(EXERCISE INPUTS)
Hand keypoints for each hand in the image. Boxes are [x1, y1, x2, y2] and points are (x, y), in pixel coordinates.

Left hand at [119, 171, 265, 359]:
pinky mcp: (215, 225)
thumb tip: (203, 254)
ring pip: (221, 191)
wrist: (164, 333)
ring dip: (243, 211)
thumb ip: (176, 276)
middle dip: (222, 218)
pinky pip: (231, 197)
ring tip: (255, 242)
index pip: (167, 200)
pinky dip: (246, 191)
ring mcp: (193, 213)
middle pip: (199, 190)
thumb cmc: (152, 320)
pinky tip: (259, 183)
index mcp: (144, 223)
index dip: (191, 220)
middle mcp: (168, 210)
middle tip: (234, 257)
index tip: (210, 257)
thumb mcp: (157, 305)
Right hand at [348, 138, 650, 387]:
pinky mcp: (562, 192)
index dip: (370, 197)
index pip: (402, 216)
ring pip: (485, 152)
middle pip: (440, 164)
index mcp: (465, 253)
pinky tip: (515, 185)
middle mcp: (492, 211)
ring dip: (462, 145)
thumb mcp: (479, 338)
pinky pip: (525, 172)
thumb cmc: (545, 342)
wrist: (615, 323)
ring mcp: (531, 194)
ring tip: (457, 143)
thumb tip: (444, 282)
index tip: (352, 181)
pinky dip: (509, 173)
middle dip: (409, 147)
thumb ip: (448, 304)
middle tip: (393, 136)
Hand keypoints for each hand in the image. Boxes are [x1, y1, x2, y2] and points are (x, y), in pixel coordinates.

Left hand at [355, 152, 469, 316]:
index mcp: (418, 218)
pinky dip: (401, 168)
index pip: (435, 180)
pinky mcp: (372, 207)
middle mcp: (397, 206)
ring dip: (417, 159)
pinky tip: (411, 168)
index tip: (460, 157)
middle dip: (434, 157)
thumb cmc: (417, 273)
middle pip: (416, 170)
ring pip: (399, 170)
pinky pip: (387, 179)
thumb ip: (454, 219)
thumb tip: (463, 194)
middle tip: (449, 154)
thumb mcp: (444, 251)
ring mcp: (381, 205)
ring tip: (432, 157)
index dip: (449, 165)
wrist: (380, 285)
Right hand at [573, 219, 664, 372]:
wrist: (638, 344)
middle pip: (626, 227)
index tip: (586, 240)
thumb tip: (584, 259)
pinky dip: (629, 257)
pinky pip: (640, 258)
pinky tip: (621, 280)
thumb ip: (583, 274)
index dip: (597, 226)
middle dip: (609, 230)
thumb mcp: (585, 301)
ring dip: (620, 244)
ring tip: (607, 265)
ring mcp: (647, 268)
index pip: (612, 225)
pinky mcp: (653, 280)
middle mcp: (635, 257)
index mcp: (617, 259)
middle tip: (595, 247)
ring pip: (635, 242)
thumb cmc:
(End EXERCISE INPUTS)
### ACTIVITY
If a line above holds the string "hand", copy it out.

### EXERCISE RESULT
Hand keypoints for each hand in the image. Boxes are [x1, y1, x2, y2] and points are (x, y), in pixel coordinates.
Left hand at [119, 171, 265, 359]:
Right hand at [348, 138, 650, 387]:
Hand keypoints for each hand in the image. Boxes are [x1, y1, x2, y2] and points are (x, y), in pixel coordinates.
Left hand at [355, 152, 469, 316]:
Right hand at [573, 219, 664, 372]:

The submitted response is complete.